Active listening means listening becomes the primary activity: putting on some music and dedicating your full attention to it.

Not everyone listens to music like this. Not everyone wants to listen to music like this. However, for those who do, it is a rewarding experience.

Active listening opens up my music preferences to discover new sounds. Overtime, I can better articulate why I enjoy listening to the music I like.


Like many mindful practices, active listening requires focus. Listeners must be aware of their emotional response to the song and pay attention to the individual musical elements of the song. Ultimately, the users seeks to discover a subjective and articulate response to the music.

Establish listening intentions

Users typically have specific reasons to actively listen to an album. Establishing intentions reminds the user of their intrinsic motivations before starting a session.

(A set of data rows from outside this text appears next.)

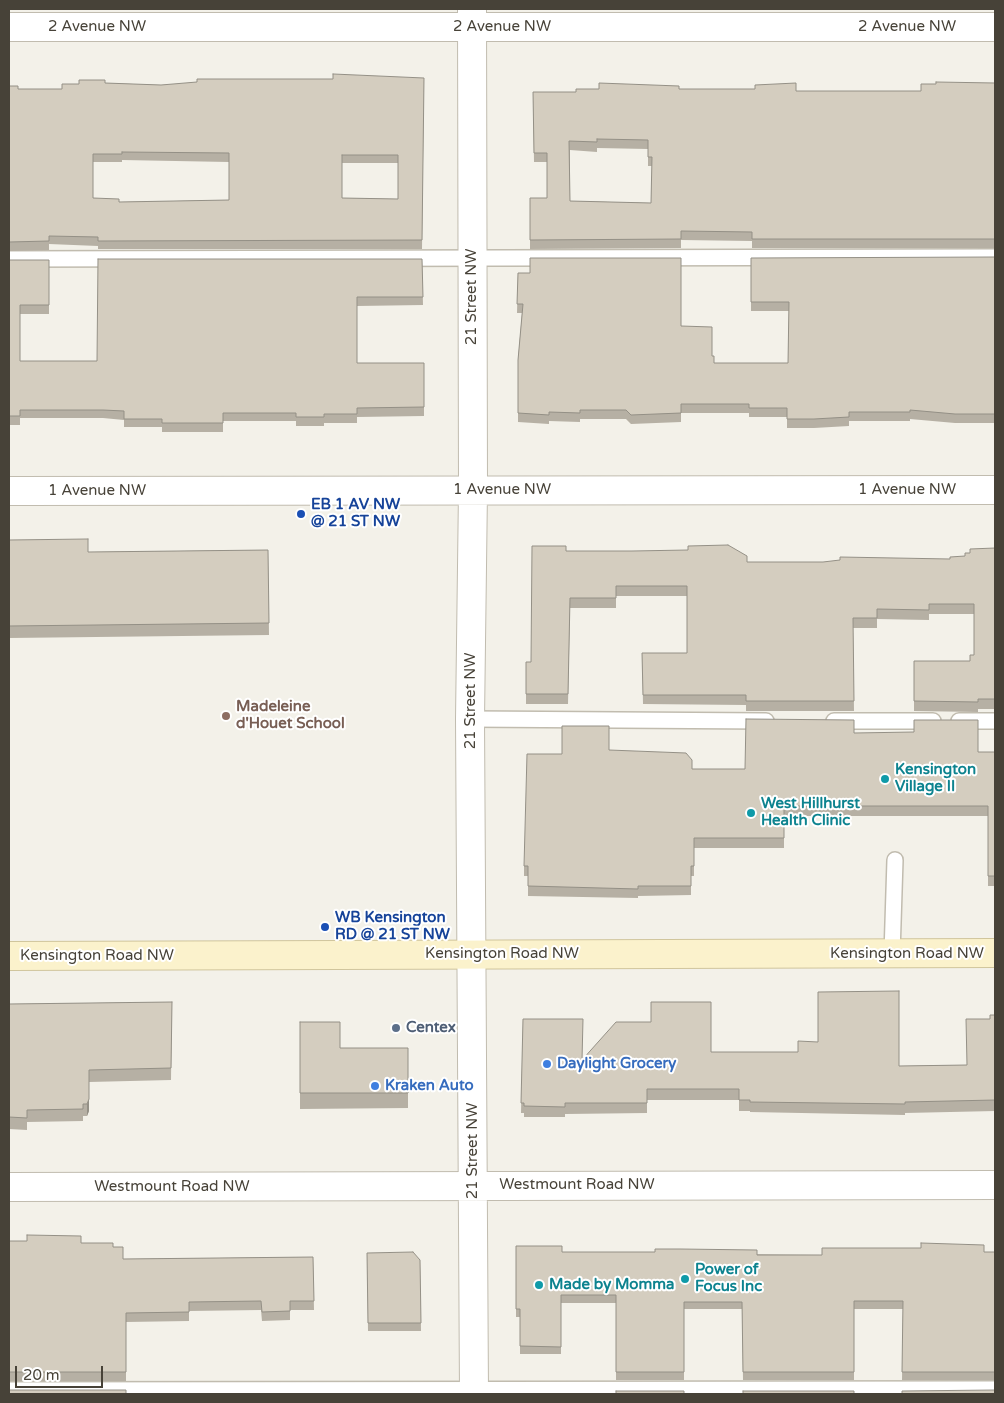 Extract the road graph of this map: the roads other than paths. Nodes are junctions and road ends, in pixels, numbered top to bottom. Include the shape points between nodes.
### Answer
1 (471, 18) edge
2 (9, 27) edge
3 (995, 27) edge
4 (995, 257) edge
5 (472, 258) junction
6 (9, 259) edge
7 (473, 490) junction
8 (995, 490) edge
9 (9, 491) edge
10 (470, 719) junction
11 (780, 721) edge
12 (820, 721) edge
13 (995, 721) edge
14 (895, 860) dead end
15 (473, 954) junction
16 (892, 954) junction
17 (995, 954) edge
18 (9, 956) edge
19 (473, 1185) junction
20 (995, 1185) edge
21 (9, 1187) edge
22 (995, 1389) edge
23 (9, 1390) edge
24 (474, 1391) edge

1 - 2 street, 2 Avenue NW
1 - 3 street, 2 Avenue NW
1 - 5 street, 21 Street NW
4 - 5 lane
5 - 6 lane
5 - 7 street, 21 Street NW
7 - 8 street, 1 Avenue NW
7 - 9 street, 1 Avenue NW
7 - 10 street, 21 Street NW
10 - 11 lane
10 - 15 street, 21 Street NW
12 - 13 lane
14 - 16 lane
15 - 16 street, Kensington Road NW
15 - 18 street, Kensington Road NW
15 - 19 street, 21 Street NW
16 - 17 street, Kensington Road NW
19 - 20 street, Westmount Road NW
19 - 21 street, Westmount Road NW
19 - 24 street, 21 Street NW
22 - 24 lane
23 - 24 lane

Respond to emotional prompts

Emotional prompts remind the user to remain mindful of how the music makes them feel. Affective responses to music are typically the first step to active listening.

Dig deeper by adding musical elements to the interface

The visualization of musical elements on the interface makes them more accessible to the user, providing tools towards deeper analysis of the music.

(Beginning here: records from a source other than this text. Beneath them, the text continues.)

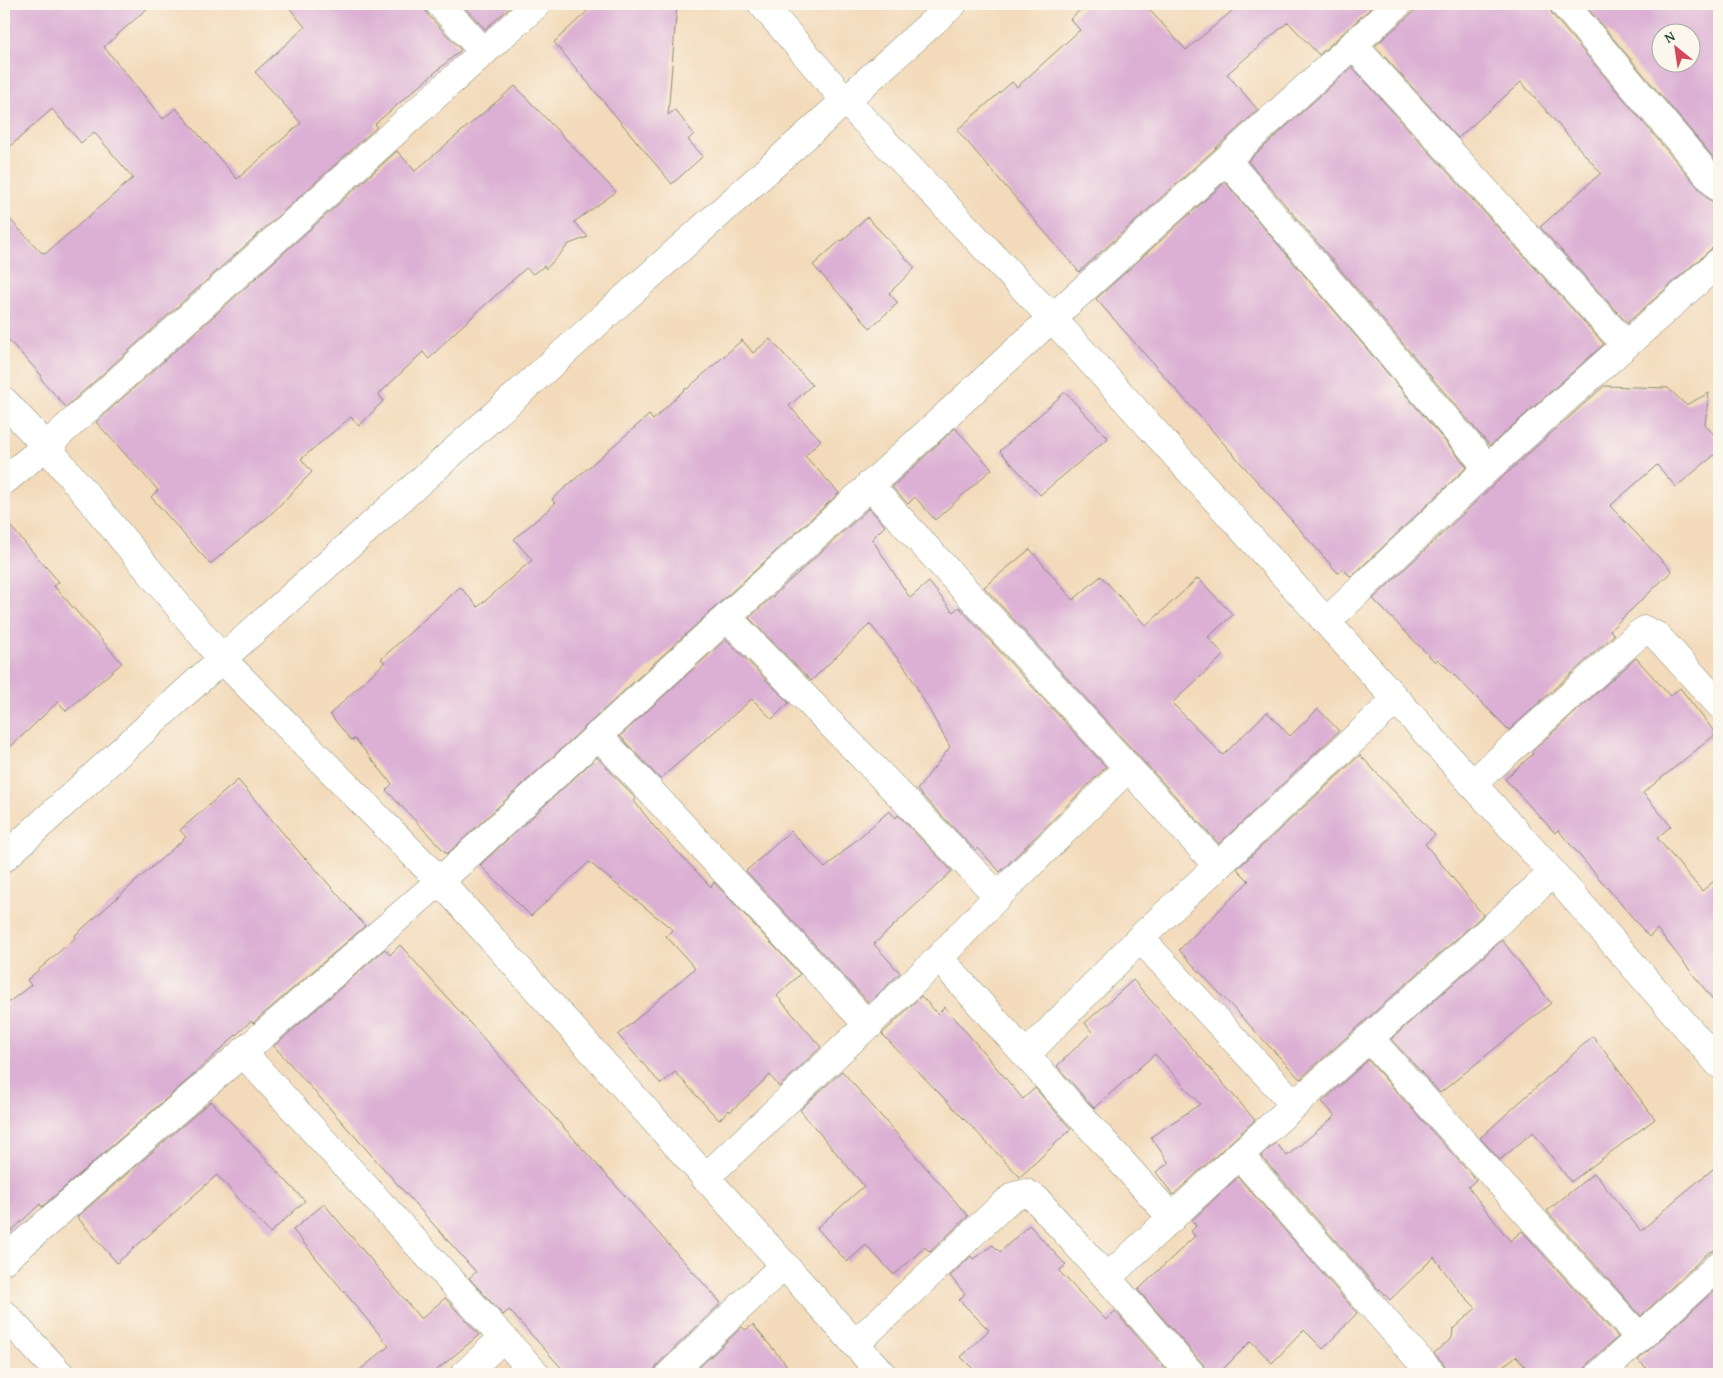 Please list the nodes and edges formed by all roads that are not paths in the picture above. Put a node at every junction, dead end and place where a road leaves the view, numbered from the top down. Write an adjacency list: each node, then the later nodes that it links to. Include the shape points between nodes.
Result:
1 (440, 4): 8 (street)
2 (537, 4): 8 (street)
3 (762, 4): 9 (street)
4 (953, 4): 9 (street)
5 (1398, 4): 7 (street)
6 (1564, 4): 11 (street)
7 (1353, 45): 10 (street); 14 (street)
8 (484, 52): 16 (street)
9 (845, 100): 13 (street); 22 (street)
10 (1227, 161): 13 (street); 17 (street)
11 (1719, 188)
12 (1719, 262): 14 (street)
13 (1052, 318): 19 (street); 21 (street)
14 (1625, 344): 17 (street)
15 (4, 401): 16 (street)
16 (46, 446): 18 (street); 22 (street)
17 (1488, 468): 21 (street)
18 (4, 481)
19 (869, 486): 20 (street); 26 (street)
20 (727, 617): 25 (street); 32 (street)
21 (1326, 622): 23 (street)
22 (222, 659): 28 (street); 31 (street)
23 (1396, 700): 27 (street); 29 (street)
24 (1719, 704): 27 (street, via 1657,636 1645,630)
25 (598, 736): 31 (street); 35 (street)
26 (1128, 768): 29 (street); 32 (street)
27 (1472, 784): 30 (street)
28 (4, 858)
29 (1218, 866): 33 (street)
30 (1552, 873): 36 (street); 39 (street)
31 (440, 881): 37 (street); 42 (street)
32 (998, 896): 34 (street)
33 (1140, 938): 38 (street); 40 (street)
34 (939, 958): 35 (street); 38 (street)
35 (869, 1026): 42 (street)
36 (1369, 1038): 40 (street); 50 (street)
37 (243, 1053): 44 (street); 49 (street)
38 (1026, 1055): 43 (street)
39 (1719, 1064)
40 (1295, 1105): 41 (street)
41 (1239, 1155): 43 (street); 58 (street)
42 (705, 1178): 45 (street)
43 (1172, 1218): 47 (street)
44 (4, 1260)
45 (784, 1265): 51 (street); 55 (street)
46 (1719, 1265): 50 (street)
47 (1107, 1278): 51 (street, via 1036,1199 1026,1193 1014,1196); 57 (street)
48 (4, 1314): 52 (street)
49 (503, 1338): 53 (street); 54 (street)
50 (1640, 1338): 59 (street)
51 (855, 1344): 56 (street)
52 (60, 1374)
53 (464, 1374)
54 (536, 1374)
55 (670, 1374)
56 (882, 1374)
57 (1191, 1374)
58 (1432, 1374)
59 (1600, 1374)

Articulate and remember your thoughts with annotations

Finally, annotations allow users to respond to the musical elements. Written responses encourage deliberation and reflection, which help users articulate their opinions.

Research insights

I discovered that there are layers to active listening.

Designing a user flow

I designed a user flow that takes the user through the layers of active listening. First, the flow establishes intentions and prioritizes emotional introspection. Deeper analysis is facilitated, but if and how it occurs is left up to the user.


Dashboard design

Users commented on early wireframes that they expect to see the album somewhere on the dashboard. When users start an active listening session, it is usually because their primary motivation is to understand the full album, not its individual songs.

Individual songs are used to understand the full album. In later iterations, I added an album tracklist. This also allows users to see the order tracks are listed in the album, which is also important for analysis.


Adding new elements flow

Users commented on early wireframes that they were satisfied with the simplicity of the dashboard, allowing them to focus on their affective response to the music rather than overanalyzing individual elements. They were disappointed that adding new elements would create additional clutter.

However, adding new elements would provide users with tools for deeper analysis if they chose to. In later iterations, I decided that adding new elements would open a second screen for deeper analysis.



I explored two options for the user to add annotations. I had to decide whether annotations should be timestamped or not.

Users felt like option 2 would restrict their thoughts to specific points in time, but they felt that timestamps would be useful during a full analysis when thoughts may be related to specific details in the song.